I preferred to take Boulevard du Trente-Avril, a site of permanent chaos that lengthened my trip, rather than the shortest, most logical route, which inevitably led me past the soccer stadium, shops, playgrounds, and my childhood home. The only moving cars were the ones driving in the wrong direction. Some drivers, tired of waiting, danced bare-chested on the asphalt or on their hoods; taxi drivers honked or listened to the latest hits at full volume on their radios; street hawkers glued their faces to windows, peddling all sorts of food and wares; and motorcycles slalomed between the larger, trapped vehicles. I was headed to Samy’s studio, a former carwash located on the outskirts of the Cité des Enseignants. The neighborhood where Sennke and I had lived with Madeleine. I spotted a police uniform in the distance and unlocked the RAV4. Perched on the running board, the open door under my arm, I gestured vigorously in his direction. When he reached me, he pinched the visor of his khaki beret between his thumb and index finger.

“Mama Prefect, God bless you. You’re in a go-slow, oh! I beg your pardon. I’ll clear the road for you, now now.”

The prefectural badge on the windshield hadn’t escaped his attention. I got back into the car and rolled down the window.

I usually refused to take advantage of the priority lane. Today, I needed to keep my arms and legs busy. Avoid potholes, taxis, and motorcycles slamming on their brakes without warning, pedestrians who cross without looking. To get the letter from the Fènn Town Hall out of my head, I had to keep my attention focused elsewhere.

“Abeg, Mama Prefect, save a brother.” “And who will save me?” I joked.

“Mama, Mama, times are tough . . . Your sister at home dey always on my back.”

I took my purse from the passenger seat, pulled out a five-thousand franc bill, rolled it up in my fist, then palmed it to the officer. In no time, he had cleared a path. I jammed the key into the ignition.

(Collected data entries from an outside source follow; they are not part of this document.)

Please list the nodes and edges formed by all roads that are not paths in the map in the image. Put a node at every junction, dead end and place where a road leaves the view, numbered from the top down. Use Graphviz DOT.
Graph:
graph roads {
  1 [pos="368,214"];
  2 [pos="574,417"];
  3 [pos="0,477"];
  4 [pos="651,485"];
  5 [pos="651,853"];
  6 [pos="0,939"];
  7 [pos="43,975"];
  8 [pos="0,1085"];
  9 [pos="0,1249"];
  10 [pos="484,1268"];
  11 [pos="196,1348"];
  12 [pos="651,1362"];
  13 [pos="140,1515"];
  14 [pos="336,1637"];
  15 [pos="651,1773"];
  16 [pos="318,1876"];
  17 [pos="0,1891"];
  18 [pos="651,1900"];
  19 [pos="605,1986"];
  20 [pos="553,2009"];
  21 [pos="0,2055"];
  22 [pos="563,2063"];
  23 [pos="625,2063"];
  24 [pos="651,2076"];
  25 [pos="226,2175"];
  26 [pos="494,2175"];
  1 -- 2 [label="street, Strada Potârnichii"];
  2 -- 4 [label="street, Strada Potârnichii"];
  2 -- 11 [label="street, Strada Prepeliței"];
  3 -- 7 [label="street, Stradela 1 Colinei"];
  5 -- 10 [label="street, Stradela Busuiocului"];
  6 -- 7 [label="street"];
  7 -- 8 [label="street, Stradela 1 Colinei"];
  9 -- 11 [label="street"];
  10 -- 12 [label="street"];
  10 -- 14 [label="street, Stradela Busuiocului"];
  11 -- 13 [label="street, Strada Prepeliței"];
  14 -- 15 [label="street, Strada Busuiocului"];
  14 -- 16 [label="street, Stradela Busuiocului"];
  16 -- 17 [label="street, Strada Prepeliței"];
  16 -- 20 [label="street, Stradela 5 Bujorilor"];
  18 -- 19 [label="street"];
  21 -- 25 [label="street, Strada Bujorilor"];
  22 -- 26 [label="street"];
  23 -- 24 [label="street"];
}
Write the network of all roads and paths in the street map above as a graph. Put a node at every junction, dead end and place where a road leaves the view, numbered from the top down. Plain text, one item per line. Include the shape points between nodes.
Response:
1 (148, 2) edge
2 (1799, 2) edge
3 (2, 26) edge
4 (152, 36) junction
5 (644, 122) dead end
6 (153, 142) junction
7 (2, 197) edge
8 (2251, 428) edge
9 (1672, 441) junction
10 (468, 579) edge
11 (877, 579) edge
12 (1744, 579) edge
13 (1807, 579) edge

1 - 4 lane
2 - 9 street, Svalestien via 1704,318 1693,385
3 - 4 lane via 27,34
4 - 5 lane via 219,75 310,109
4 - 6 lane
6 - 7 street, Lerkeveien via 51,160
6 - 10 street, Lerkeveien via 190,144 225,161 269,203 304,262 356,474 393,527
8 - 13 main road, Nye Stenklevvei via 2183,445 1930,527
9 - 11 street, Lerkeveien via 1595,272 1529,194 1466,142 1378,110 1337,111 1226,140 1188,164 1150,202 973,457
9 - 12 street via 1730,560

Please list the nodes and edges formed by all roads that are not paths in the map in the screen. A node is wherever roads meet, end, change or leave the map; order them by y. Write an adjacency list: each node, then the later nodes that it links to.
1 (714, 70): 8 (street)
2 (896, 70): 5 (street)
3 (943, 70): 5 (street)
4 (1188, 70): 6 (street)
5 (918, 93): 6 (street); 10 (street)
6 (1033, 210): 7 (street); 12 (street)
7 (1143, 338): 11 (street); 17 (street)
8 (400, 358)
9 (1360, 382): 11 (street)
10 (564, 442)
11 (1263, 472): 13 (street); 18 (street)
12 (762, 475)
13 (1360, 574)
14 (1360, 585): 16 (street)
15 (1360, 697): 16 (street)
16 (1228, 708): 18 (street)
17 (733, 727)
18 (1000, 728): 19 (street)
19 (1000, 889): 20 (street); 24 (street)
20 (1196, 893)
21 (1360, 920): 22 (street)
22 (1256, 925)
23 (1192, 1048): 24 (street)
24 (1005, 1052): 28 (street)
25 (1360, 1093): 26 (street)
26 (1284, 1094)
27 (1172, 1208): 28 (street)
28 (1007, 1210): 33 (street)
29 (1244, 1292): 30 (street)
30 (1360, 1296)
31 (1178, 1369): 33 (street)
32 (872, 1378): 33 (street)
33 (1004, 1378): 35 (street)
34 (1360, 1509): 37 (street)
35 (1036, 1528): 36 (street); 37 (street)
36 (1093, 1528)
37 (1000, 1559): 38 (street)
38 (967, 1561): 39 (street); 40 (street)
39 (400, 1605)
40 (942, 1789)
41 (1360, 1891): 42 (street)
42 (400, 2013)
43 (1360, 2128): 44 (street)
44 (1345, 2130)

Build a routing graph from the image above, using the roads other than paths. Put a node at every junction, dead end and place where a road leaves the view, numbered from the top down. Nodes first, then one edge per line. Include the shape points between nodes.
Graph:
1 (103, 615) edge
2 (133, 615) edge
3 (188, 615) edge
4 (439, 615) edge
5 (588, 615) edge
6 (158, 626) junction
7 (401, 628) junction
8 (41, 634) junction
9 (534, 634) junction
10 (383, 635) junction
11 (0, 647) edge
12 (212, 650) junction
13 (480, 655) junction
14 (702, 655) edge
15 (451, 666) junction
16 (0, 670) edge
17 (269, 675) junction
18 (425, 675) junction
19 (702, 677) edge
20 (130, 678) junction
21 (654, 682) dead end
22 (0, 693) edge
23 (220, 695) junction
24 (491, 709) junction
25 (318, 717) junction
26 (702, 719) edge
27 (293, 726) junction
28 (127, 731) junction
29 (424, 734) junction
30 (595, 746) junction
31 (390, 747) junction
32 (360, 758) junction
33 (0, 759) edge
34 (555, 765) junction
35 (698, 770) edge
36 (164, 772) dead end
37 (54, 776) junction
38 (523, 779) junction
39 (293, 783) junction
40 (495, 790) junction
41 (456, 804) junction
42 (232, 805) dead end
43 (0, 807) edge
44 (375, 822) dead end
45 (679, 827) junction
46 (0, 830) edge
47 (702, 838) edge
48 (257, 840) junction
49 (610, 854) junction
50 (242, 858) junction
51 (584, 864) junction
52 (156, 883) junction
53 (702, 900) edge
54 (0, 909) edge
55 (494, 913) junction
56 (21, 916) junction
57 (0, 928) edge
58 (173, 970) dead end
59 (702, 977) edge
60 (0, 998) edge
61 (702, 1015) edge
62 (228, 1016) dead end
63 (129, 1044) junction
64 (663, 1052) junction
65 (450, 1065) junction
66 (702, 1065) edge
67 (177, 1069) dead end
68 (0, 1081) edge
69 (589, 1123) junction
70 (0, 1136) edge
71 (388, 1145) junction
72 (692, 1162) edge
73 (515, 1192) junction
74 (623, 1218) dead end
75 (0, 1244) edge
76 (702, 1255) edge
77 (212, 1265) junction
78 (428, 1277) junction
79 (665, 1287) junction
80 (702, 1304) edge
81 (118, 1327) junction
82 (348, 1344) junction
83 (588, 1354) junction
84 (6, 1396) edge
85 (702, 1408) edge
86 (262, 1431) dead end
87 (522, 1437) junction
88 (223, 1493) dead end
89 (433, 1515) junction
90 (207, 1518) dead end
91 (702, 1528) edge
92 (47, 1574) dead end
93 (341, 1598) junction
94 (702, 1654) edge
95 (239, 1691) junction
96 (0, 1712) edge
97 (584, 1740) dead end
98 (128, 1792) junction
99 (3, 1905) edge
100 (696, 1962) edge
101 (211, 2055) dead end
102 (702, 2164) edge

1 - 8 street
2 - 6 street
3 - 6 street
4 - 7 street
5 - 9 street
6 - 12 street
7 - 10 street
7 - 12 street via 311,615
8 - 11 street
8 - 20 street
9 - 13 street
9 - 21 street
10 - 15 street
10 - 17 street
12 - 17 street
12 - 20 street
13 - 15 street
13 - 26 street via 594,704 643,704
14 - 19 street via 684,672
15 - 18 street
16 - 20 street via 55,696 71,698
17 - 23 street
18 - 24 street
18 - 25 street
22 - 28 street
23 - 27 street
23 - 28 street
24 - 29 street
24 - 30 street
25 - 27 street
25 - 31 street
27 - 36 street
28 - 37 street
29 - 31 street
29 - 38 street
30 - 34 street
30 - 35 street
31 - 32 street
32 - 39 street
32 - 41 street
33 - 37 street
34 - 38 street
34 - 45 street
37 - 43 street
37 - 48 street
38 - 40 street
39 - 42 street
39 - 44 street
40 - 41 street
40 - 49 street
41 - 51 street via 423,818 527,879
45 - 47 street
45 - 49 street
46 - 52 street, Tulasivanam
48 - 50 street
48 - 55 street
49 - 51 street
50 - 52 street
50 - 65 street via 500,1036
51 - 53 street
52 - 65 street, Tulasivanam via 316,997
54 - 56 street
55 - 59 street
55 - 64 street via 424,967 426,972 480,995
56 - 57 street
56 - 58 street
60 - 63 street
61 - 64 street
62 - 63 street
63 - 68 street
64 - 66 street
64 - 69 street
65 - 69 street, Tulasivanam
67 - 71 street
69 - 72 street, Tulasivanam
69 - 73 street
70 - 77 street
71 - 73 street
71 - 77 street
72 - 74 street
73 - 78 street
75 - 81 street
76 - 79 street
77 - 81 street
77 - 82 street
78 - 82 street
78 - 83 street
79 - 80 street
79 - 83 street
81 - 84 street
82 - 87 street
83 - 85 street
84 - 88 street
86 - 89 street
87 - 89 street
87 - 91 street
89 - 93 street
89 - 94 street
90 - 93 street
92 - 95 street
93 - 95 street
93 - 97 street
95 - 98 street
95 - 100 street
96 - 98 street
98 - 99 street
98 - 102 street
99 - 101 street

The SUV bounced down the dirt alleyway that led to the studio. It was a far cry from the paved roads and air-conditioned streets of the Fleuve neighborhood where I lived with Tashun. This district, where the government once housed Ministry of Education employees, had grown dilapidated since it was sold off to private investors, but the rent was affordable. Impoverished, like most parts of the capital, the Cité des Enseignants wouldn’t be able to avoid the status of “ghetto” much longer, despite the flowering flame trees that brightened the houses. Everywhere, families had moved into makeshift shelters cobbled together from sheet metal and wood. During the rainy season, their hovels turned into hovels on stilts. An expensive renovation to raise its foundation protected Samy’s studio from the elements; high above it all, the veranda provided a stunning, unobstructed view of poverty and all its ills. Samy knew that I used to live nearby. I would have preferred he settle somewhere else, but he said the atmosphere stimulated his creativity. And he really did seem more prolific since he’d been working there. If the exhibition—his first solo show—was a success, he would finally be able to turn the page on the moldings he sold to tourists on the hunt for cheap souvenirs. I was eager to see his sculptures, his new work. I knew this wasn’t the right time to mention the letter I had received. I also knew that I would mention it anyway. Who else could I talk to about it? Under different circumstances, regarding any other subject, I would have laughed as I showed him the obsequious, handwritten note the mayor of Fènn had added to the bottom of the page. The prospect of serving His Excellency and Madam Excellency fills me with deferential joy. My laugh, which Tashun always found inappropriate, would have slipped past my lips. But not this time. This letter didn’t make me want to laugh at all.

“The activist artist in all his glory!” Samy exclaimed, pointing at four sculptures supported by wooden rods. Hollow cheeks, red eyes, dark circles. He clearly wasn’t getting enough sleep. “This isn’t the final scale, just maquettes,” he continued. “It will be bigger, the height of a grown man. I’m doing ten on the same theme.”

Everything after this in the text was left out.